• **WHAT TO PRODUCE**
Could you reproduce the lines below from the one with "thumb tip: (582, 314)" through the one with "pinky mcp: (657, 356)"? Keep both ends and add nothing.

• **DATA FOR THE TASK**

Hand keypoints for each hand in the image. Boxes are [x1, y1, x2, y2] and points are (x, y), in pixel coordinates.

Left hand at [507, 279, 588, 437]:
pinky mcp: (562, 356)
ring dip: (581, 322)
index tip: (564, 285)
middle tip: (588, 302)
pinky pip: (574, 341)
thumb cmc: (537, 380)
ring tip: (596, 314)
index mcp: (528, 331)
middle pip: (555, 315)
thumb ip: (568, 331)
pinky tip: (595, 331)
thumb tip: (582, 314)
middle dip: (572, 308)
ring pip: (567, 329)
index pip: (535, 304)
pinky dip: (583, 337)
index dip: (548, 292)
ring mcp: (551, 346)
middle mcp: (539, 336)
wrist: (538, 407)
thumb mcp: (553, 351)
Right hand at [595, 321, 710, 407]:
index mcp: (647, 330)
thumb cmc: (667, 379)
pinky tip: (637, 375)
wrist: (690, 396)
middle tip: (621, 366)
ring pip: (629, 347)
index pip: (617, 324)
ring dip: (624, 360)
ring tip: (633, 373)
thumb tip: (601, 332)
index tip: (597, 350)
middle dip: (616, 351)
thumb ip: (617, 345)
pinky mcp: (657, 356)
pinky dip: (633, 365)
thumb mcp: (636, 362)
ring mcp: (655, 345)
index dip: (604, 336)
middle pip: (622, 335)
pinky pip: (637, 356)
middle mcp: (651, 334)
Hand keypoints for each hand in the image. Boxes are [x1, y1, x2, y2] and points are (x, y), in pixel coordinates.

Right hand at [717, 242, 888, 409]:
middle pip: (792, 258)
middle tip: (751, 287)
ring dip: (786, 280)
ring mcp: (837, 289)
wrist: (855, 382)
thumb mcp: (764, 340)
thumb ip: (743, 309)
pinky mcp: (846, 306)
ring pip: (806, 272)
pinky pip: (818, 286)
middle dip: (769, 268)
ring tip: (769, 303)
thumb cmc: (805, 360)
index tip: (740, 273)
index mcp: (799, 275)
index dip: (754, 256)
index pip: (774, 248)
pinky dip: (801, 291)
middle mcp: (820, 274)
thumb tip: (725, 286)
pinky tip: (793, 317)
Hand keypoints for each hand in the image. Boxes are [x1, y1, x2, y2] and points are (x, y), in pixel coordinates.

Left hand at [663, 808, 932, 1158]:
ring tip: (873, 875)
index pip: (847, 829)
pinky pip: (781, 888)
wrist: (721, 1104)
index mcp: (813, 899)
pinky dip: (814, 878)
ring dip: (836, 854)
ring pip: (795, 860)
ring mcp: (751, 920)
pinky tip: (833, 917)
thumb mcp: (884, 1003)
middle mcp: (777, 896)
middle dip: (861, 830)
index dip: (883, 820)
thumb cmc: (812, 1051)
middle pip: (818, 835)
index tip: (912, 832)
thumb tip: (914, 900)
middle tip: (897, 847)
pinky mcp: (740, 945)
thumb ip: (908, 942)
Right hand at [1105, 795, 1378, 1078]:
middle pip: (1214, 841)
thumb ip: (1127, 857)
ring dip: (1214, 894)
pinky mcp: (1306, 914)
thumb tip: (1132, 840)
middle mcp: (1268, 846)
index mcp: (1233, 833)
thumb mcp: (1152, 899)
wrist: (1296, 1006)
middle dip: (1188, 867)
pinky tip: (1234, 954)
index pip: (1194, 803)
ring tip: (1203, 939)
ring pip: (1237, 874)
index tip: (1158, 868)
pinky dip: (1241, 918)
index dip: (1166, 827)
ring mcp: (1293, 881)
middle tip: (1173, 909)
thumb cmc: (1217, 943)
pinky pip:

• **SOLUTION FOR THIS TASK**
thumb tip: (582, 314)
middle dip: (572, 308)
ring pip: (567, 329)
index pip: (535, 304)
pinky dip: (583, 337)
index dip: (548, 292)
ring mcp: (551, 346)
middle mcp: (539, 336)
wrist: (538, 407)
thumb mcp: (553, 351)
Right hand at [595, 321, 710, 407]:
index mcp: (647, 330)
thumb cmc: (667, 379)
pinky tip: (637, 375)
wrist: (690, 396)
middle tip: (621, 366)
ring pip: (629, 347)
index pip: (617, 324)
ring dip: (624, 360)
ring tip: (633, 373)
thumb tip: (601, 332)
index tip: (597, 350)
middle dip: (616, 351)
thumb ip: (617, 345)
pinky mcp: (657, 356)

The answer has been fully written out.